■ **EXERCISE DIRECTIONS**
Please filter the data below down to the lines holding the string "Pozuelo".

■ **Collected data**
☆ ☆ ☆

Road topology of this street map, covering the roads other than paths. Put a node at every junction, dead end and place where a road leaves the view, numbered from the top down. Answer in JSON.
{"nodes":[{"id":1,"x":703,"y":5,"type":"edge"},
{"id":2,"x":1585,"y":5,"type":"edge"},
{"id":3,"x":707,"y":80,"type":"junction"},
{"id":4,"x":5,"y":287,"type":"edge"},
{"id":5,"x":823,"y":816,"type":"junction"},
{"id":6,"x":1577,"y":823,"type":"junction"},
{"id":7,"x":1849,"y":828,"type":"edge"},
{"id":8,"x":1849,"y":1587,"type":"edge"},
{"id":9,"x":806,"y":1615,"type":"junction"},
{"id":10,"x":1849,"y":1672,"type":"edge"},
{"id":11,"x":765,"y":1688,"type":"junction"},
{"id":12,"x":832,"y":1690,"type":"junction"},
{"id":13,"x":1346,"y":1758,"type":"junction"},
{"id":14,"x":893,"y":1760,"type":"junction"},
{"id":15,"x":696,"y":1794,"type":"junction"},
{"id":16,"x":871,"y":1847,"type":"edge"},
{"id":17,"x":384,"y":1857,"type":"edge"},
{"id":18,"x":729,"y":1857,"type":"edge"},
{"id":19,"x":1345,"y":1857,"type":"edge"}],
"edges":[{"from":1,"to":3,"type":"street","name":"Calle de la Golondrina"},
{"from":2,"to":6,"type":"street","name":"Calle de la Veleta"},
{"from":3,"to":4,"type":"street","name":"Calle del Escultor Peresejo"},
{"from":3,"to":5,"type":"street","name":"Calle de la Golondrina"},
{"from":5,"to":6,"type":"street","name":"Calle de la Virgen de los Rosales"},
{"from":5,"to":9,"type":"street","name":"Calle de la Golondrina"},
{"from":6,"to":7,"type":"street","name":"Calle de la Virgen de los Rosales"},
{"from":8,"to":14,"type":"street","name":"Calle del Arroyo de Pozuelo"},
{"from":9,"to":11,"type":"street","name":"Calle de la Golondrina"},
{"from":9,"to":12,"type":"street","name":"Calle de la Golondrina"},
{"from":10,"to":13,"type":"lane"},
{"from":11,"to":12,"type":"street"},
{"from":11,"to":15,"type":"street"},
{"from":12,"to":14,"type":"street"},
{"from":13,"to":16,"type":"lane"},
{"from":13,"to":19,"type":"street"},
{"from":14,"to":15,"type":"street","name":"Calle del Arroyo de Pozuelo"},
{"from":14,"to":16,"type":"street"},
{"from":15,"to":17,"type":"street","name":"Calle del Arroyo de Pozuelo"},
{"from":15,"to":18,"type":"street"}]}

☆ ☆ ☆

■ **TASK ANSWER**
{"from":8,"to":14,"type":"street","name":"Calle del Arroyo de Pozuelo"},
{"from":14,"to":15,"type":"street","name":"Calle del Arroyo de Pozuelo"},
{"from":15,"to":17,"type":"street","name":"Calle del Arroyo de Pozuelo"},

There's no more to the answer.